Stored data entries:
* * * *

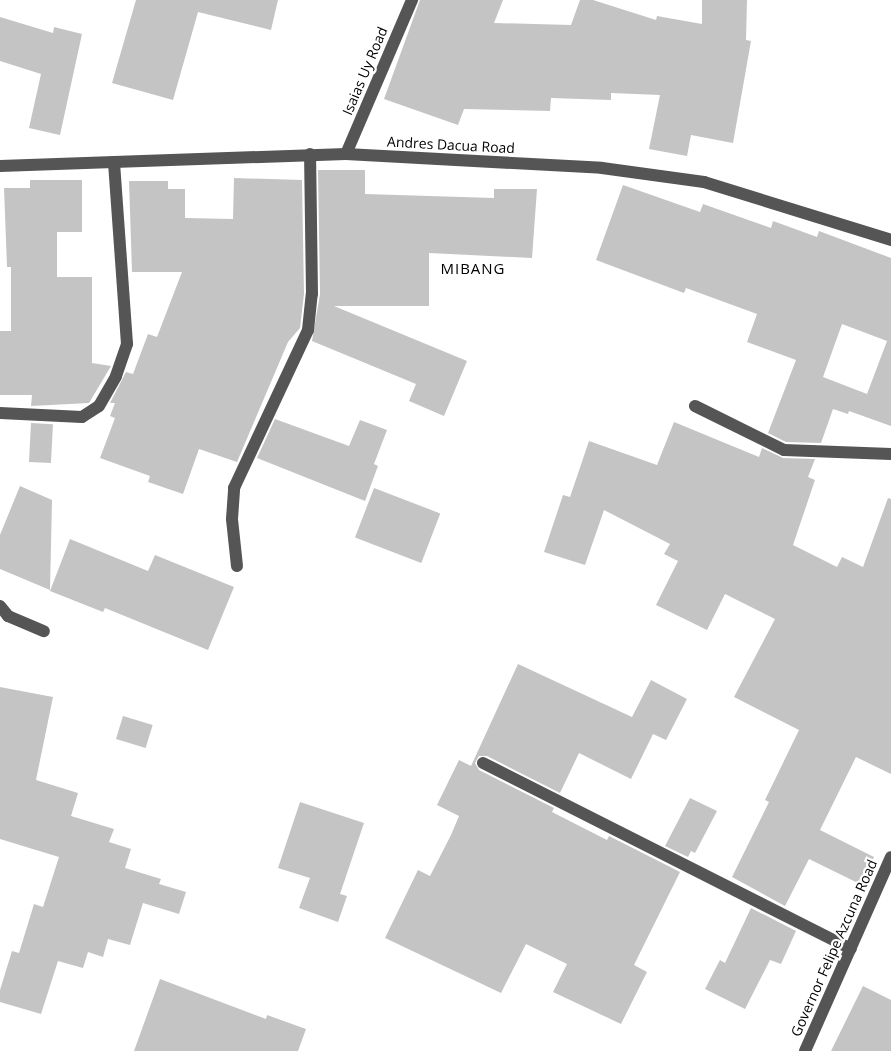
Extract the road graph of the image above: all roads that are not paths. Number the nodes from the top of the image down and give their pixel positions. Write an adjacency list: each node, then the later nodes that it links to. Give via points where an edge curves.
1 (412, 0): 3 (street, Isaias Uy Road)
2 (310, 154): 3 (street, Andres Dacua Road); 4 (street, Andres Dacua Road); 10 (street, via 312,294 308,330 234,488 232,519)
3 (346, 154): 6 (street, Andres Dacua Road, via 602,168 704,182)
4 (114, 162): 5 (street, Andres Dacua Road); 8 (street, via 127,344 116,376 99,406 82,417)
5 (0, 166)
6 (891, 240)
7 (695, 406): 9 (street, via 784,450)
8 (0, 413)
9 (891, 454)
10 (237, 566)
11 (0, 606): 12 (street, via 8,616)
12 (44, 631)
13 (483, 762): 15 (street)
14 (891, 857): 15 (street, Governor Felipe Azcuna Road)
15 (851, 949): 16 (street, Governor Felipe Azcuna Road)
16 (805, 1051)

* * * *

Work to be completed >> Output nothing except an exact copy of the records above, with the images left out.

Task answer >>
Extract the road graph of the image above: all roads that are not paths. Number the nodes from the top of the image down and give their pixel positions. Write an adjacency list: each node, then the later nodes that it links to. Give via points where an edge curves.
1 (412, 0): 3 (street, Isaias Uy Road)
2 (310, 154): 3 (street, Andres Dacua Road); 4 (street, Andres Dacua Road); 10 (street, via 312,294 308,330 234,488 232,519)
3 (346, 154): 6 (street, Andres Dacua Road, via 602,168 704,182)
4 (114, 162): 5 (street, Andres Dacua Road); 8 (street, via 127,344 116,376 99,406 82,417)
5 (0, 166)
6 (891, 240)
7 (695, 406): 9 (street, via 784,450)
8 (0, 413)
9 (891, 454)
10 (237, 566)
11 (0, 606): 12 (street, via 8,616)
12 (44, 631)
13 (483, 762): 15 (street)
14 (891, 857): 15 (street, Governor Felipe Azcuna Road)
15 (851, 949): 16 (street, Governor Felipe Azcuna Road)
16 (805, 1051)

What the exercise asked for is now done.